Task description: A set of records appears below. Print them all, word for word.

------------------------------------------------------------------------

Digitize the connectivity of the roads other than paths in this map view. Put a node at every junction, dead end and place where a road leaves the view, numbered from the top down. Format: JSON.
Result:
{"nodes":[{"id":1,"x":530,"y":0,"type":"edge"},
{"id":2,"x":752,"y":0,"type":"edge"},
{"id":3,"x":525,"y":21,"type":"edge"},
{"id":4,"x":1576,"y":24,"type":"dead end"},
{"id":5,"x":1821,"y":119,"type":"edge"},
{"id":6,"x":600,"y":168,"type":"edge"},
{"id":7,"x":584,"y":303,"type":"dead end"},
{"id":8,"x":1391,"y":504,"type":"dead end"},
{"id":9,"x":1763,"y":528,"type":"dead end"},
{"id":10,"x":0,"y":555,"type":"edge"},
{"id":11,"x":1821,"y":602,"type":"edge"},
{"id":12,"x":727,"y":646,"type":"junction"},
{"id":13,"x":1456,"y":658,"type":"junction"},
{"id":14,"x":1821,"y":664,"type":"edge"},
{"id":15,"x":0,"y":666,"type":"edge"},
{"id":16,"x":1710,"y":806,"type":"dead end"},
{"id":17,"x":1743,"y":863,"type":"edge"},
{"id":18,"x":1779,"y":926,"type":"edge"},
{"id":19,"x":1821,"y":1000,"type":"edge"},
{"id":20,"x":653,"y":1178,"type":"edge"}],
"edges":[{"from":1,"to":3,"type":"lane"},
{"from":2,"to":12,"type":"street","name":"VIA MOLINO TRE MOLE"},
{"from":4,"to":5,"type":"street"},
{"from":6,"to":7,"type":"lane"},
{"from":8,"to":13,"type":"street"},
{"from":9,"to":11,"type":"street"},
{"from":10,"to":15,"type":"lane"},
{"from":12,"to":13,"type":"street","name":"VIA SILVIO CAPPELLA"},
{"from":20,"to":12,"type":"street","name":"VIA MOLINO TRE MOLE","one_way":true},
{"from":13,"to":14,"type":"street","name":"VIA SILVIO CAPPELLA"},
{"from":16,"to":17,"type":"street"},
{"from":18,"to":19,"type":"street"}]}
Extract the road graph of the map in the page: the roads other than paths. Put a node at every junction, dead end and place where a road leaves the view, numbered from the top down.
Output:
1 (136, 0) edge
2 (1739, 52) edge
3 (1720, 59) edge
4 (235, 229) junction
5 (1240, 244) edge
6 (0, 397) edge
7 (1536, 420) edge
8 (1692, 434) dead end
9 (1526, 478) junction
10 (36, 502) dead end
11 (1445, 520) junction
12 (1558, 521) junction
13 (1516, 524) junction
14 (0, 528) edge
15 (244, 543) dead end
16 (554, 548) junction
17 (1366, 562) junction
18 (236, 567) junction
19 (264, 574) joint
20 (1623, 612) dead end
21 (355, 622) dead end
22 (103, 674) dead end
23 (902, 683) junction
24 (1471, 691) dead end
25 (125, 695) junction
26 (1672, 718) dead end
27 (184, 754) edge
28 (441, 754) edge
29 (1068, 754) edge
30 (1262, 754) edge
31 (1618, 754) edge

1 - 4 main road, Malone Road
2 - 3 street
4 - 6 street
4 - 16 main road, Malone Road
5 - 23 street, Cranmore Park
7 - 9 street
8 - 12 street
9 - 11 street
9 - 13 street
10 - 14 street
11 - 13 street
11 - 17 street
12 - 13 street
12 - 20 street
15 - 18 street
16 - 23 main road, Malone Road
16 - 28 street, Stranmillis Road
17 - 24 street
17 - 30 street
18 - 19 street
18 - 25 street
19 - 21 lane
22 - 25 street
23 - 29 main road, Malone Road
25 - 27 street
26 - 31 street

------------------------------------------------------------------------

Task result:
Digitize the connectivity of the roads other than paths in this map view. Put a node at every junction, dead end and place where a road leaves the view, numbered from the top down. Format: JSON.
Result:
{"nodes":[{"id":1,"x":530,"y":0,"type":"edge"},
{"id":2,"x":752,"y":0,"type":"edge"},
{"id":3,"x":525,"y":21,"type":"edge"},
{"id":4,"x":1576,"y":24,"type":"dead end"},
{"id":5,"x":1821,"y":119,"type":"edge"},
{"id":6,"x":600,"y":168,"type":"edge"},
{"id":7,"x":584,"y":303,"type":"dead end"},
{"id":8,"x":1391,"y":504,"type":"dead end"},
{"id":9,"x":1763,"y":528,"type":"dead end"},
{"id":10,"x":0,"y":555,"type":"edge"},
{"id":11,"x":1821,"y":602,"type":"edge"},
{"id":12,"x":727,"y":646,"type":"junction"},
{"id":13,"x":1456,"y":658,"type":"junction"},
{"id":14,"x":1821,"y":664,"type":"edge"},
{"id":15,"x":0,"y":666,"type":"edge"},
{"id":16,"x":1710,"y":806,"type":"dead end"},
{"id":17,"x":1743,"y":863,"type":"edge"},
{"id":18,"x":1779,"y":926,"type":"edge"},
{"id":19,"x":1821,"y":1000,"type":"edge"},
{"id":20,"x":653,"y":1178,"type":"edge"}],
"edges":[{"from":1,"to":3,"type":"lane"},
{"from":2,"to":12,"type":"street","name":"VIA MOLINO TRE MOLE"},
{"from":4,"to":5,"type":"street"},
{"from":6,"to":7,"type":"lane"},
{"from":8,"to":13,"type":"street"},
{"from":9,"to":11,"type":"street"},
{"from":10,"to":15,"type":"lane"},
{"from":12,"to":13,"type":"street","name":"VIA SILVIO CAPPELLA"},
{"from":20,"to":12,"type":"street","name":"VIA MOLINO TRE MOLE","one_way":true},
{"from":13,"to":14,"type":"street","name":"VIA SILVIO CAPPELLA"},
{"from":16,"to":17,"type":"street"},
{"from":18,"to":19,"type":"street"}]}
Extract the road graph of the map in the page: the roads other than paths. Put a node at every junction, dead end and place where a road leaves the view, numbered from the top down.
Output:
1 (136, 0) edge
2 (1739, 52) edge
3 (1720, 59) edge
4 (235, 229) junction
5 (1240, 244) edge
6 (0, 397) edge
7 (1536, 420) edge
8 (1692, 434) dead end
9 (1526, 478) junction
10 (36, 502) dead end
11 (1445, 520) junction
12 (1558, 521) junction
13 (1516, 524) junction
14 (0, 528) edge
15 (244, 543) dead end
16 (554, 548) junction
17 (1366, 562) junction
18 (236, 567) junction
19 (264, 574) joint
20 (1623, 612) dead end
21 (355, 622) dead end
22 (103, 674) dead end
23 (902, 683) junction
24 (1471, 691) dead end
25 (125, 695) junction
26 (1672, 718) dead end
27 (184, 754) edge
28 (441, 754) edge
29 (1068, 754) edge
30 (1262, 754) edge
31 (1618, 754) edge

1 - 4 main road, Malone Road
2 - 3 street
4 - 6 street
4 - 16 main road, Malone Road
5 - 23 street, Cranmore Park
7 - 9 street
8 - 12 street
9 - 11 street
9 - 13 street
10 - 14 street
11 - 13 street
11 - 17 street
12 - 13 street
12 - 20 street
15 - 18 street
16 - 23 main road, Malone Road
16 - 28 street, Stranmillis Road
17 - 24 street
17 - 30 street
18 - 19 street
18 - 25 street
19 - 21 lane
22 - 25 street
23 - 29 main road, Malone Road
25 - 27 street
26 - 31 street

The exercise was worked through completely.